Many “Explanations” are not more than wild unsupported conjecture, without any validity or possibility of substantiation. Consider this suggestion by a surgeon discussing his “pain free” surgery in the online edition of a national newspaper.”Female hormones also soften this tissue, which is why women are prone to bunions”. http://www.dailymail.co.uk/health/article-1051558/Pain-free-surgery-cured-bunions-just-minutes.html

If this is the case why is a “bunion” often only on one side? Why do men and pre-adolescent girls get “bunions”? They don’t have “softening hormones”. This idea is simply fantasy.

More valid than the above “explanations” is the following statement by Drs Coughlin and Jones:” The…etiology of hallux valgus deformities…is a topic of great interest for all of us, but…is no closer to being defined now than in Morton’s era.” [Thomas George Morton 1835 -1903] http://www.ejbjs.org/cgi/eletters/89/9/1887#5193

I notice that one of the corrections suggested is aimed at dividing the bone of the metatarsal (an “osteotomy“). If the deforming forces were caused by pressure from the shoe acting on the toe, what is the rationale for a surgically attack the metatarsal?

The “exostectomy” described is nonsensical to me.
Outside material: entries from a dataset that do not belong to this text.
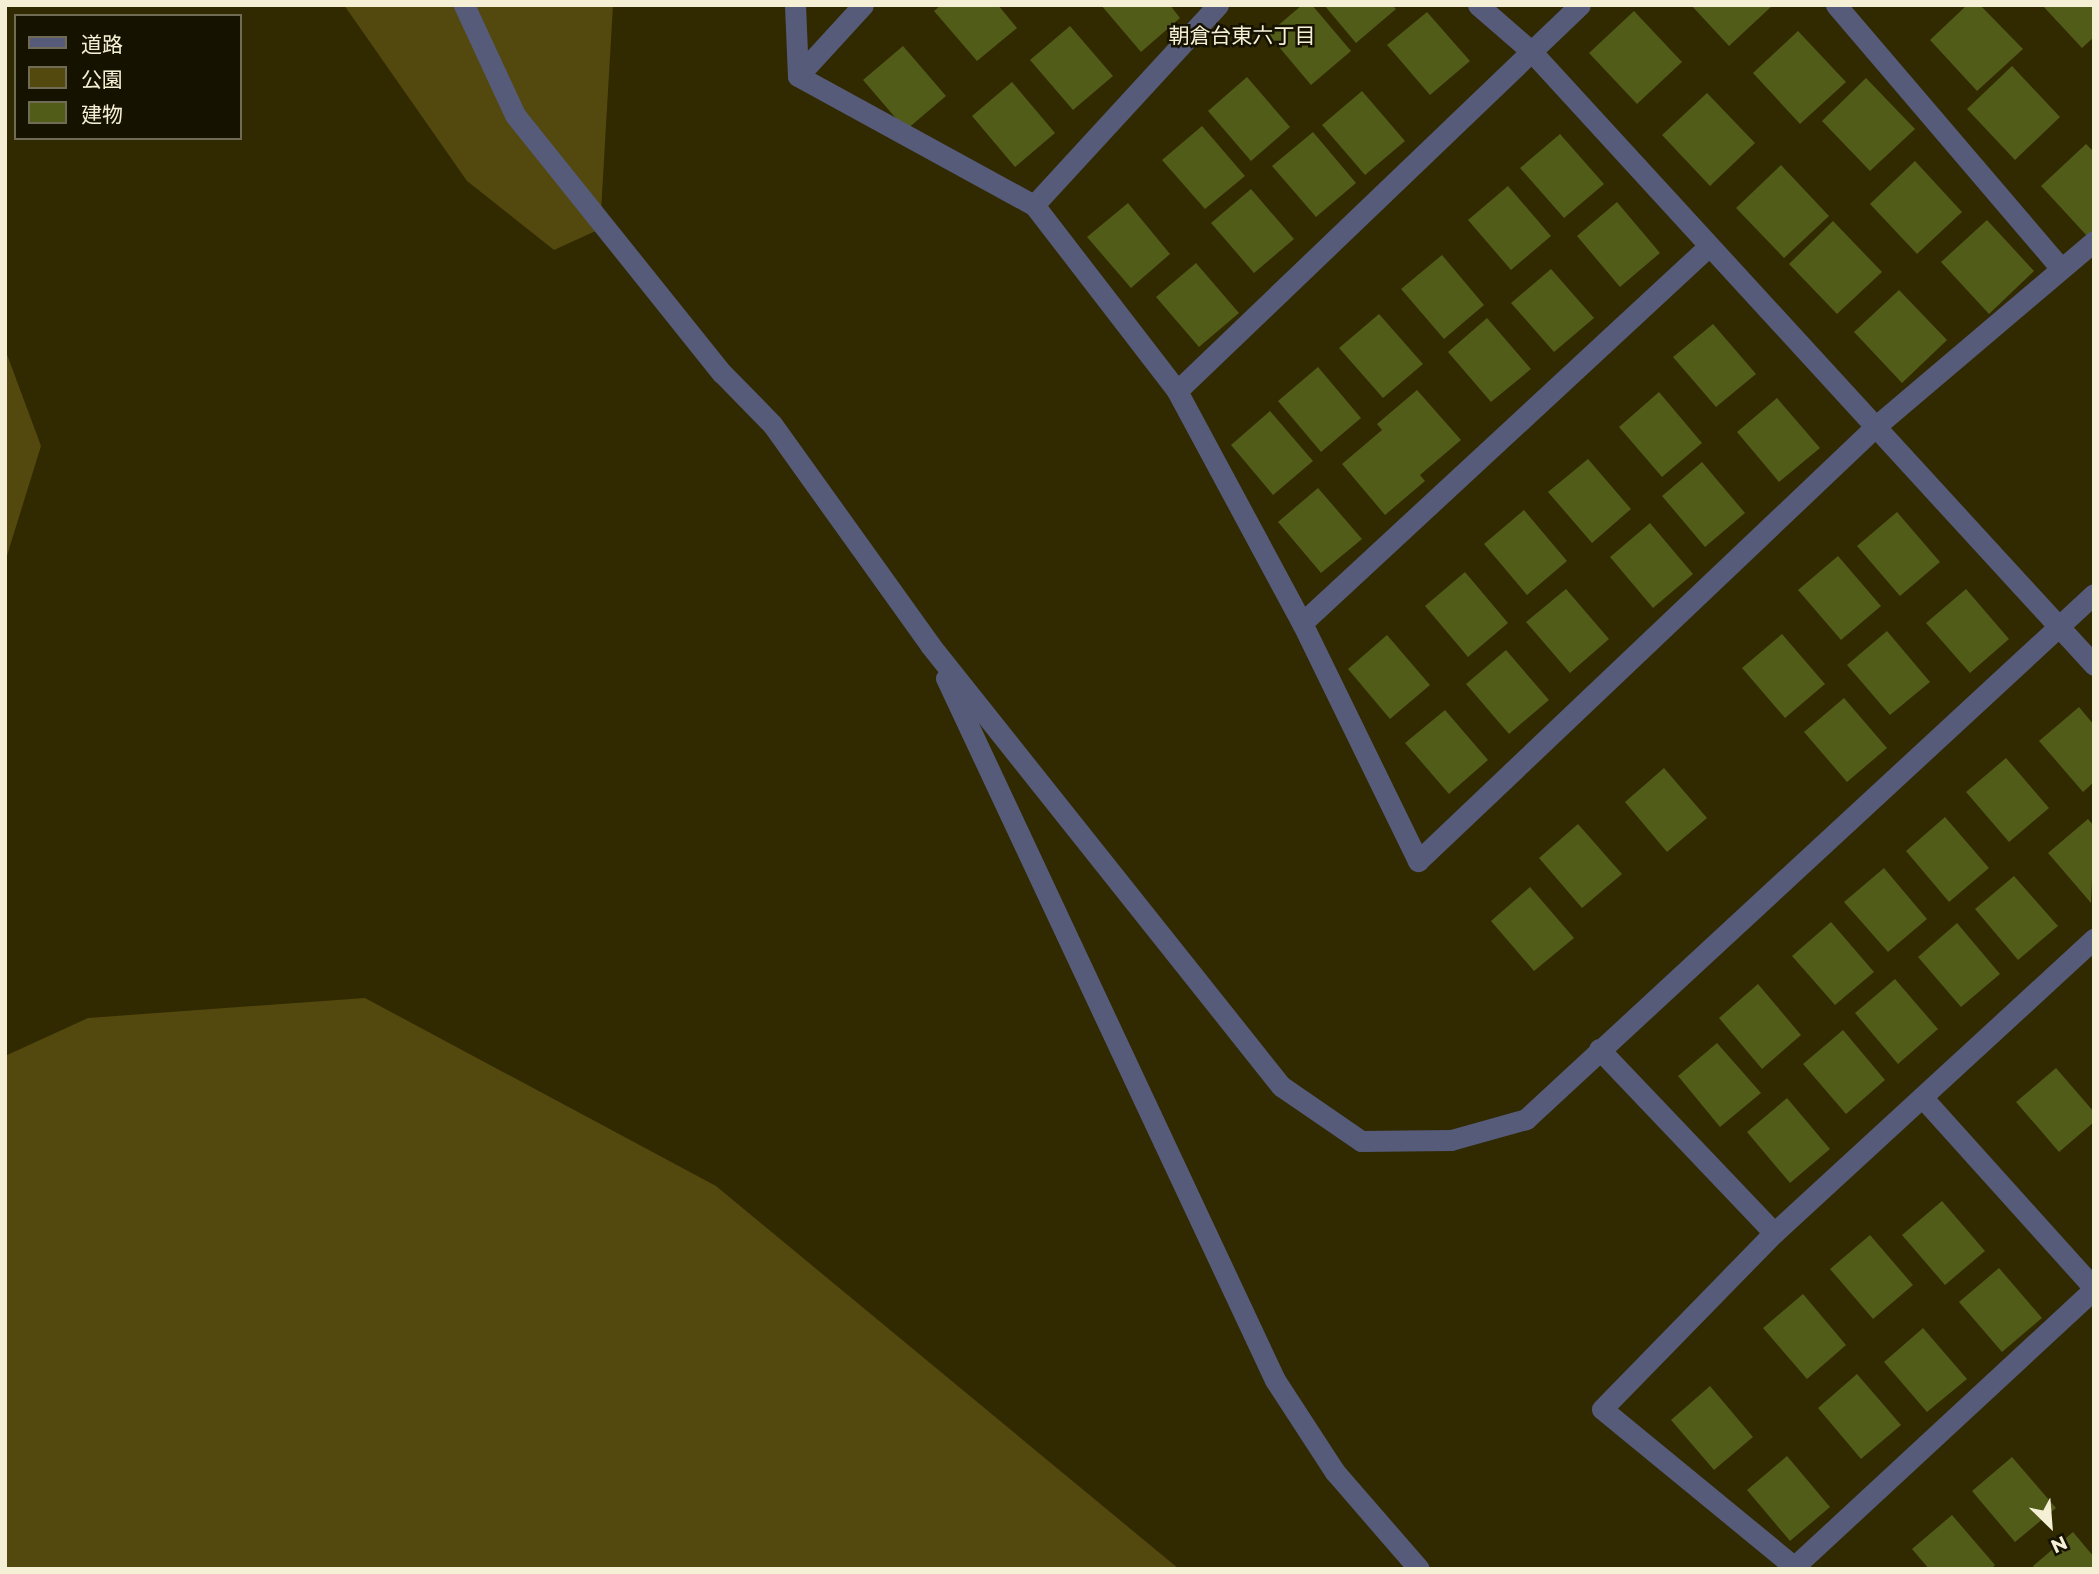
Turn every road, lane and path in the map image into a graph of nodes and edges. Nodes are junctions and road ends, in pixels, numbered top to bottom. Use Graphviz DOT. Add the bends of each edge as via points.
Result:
graph roads {
  1 [pos="464,5"];
  2 [pos="795,5"];
  3 [pos="863,5"];
  4 [pos="1218,5"];
  5 [pos="1478,5"];
  6 [pos="1580,5"];
  7 [pos="1836,5"];
  8 [pos="1531,51"];
  9 [pos="798,76"];
  10 [pos="1034,205"];
  11 [pos="2094,241"];
  12 [pos="1709,246"];
  13 [pos="2060,267"];
  14 [pos="1177,391"];
  15 [pos="1875,428"];
  16 [pos="2094,594"];
  17 [pos="1302,623"];
  18 [pos="2058,627"];
  19 [pos="930,645"];
  20 [pos="2094,665"];
  21 [pos="2094,939"];
  22 [pos="1599,1049"];
  23 [pos="1922,1097"];
  24 [pos="1774,1233"];
  25 [pos="2094,1288"];
  26 [pos="1796,1567"];
  27 [pos="1419,1569"];
  1 -- 19 [label="street" via="515,115 722,373 772,424"];
  2 -- 9 [label="street"];
  3 -- 9 [label="street"];
  4 -- 10 [label="street"];
  5 -- 8 [label="street"];
  6 -- 8 [label="street"];
  7 -- 13 [label="street"];
  8 -- 12 [label="street"];
  8 -- 14 [label="street"];
  9 -- 10 [label="street"];
  10 -- 14 [label="street"];
  11 -- 13 [label="street"];
  12 -- 15 [label="street"];
  12 -- 17 [label="street"];
  13 -- 15 [label="street"];
  14 -- 17 [label="street"];
  15 -- 17 [label="street" via="1418,861"];
  15 -- 18 [label="street"];
  16 -- 18 [label="street"];
  18 -- 20 [label="street"];
  18 -- 22 [label="street"];
  19 -- 22 [label="street" via="1281,1086 1361,1141 1451,1140 1526,1119"];
  19 -- 27 [label="street" via="1275,1380 1335,1472"];
  21 -- 23 [label="street"];
  22 -- 24 [label="street"];
  23 -- 24 [label="street"];
  23 -- 25 [label="street"];
  24 -- 26 [label="street" via="1602,1409"];
  25 -- 26 [label="street"];
}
There is no “exostosis” (i.e. no abnormal outgrowth of bone). The prominence is the normal bone, which is made prominent by the angular deformity, as I demonstrated to you. To remove the structures as in the diagram is quite wrong: The very ligaments which prevent the angular veer, and prevent the deformity from increasing, are having their attachments to the shaft of the bones  removed, and are therefore rendered ineffective.

I am sceptical about the claim that: “Many studies have found that 85 to 90 percent of patients who undergo bunion surgery are satisfied with the results.” Notice also the contrary comment “In fact, you will have some shoe restrictions for the rest of your life.”

A more realistic and objective assessment of the outcome of “conventional” surgery for deformities of the forefoot is the following meta-analysis in the Cochrane Database Intervention for treating hallux valgus (abductovalgus) and bunions. Ferrarid, HigginsJP, Williams RL. This paper is not optimistic about the outcomes of conventional surgery as it is at present

I would like to discuss your management further when you x-rays are available.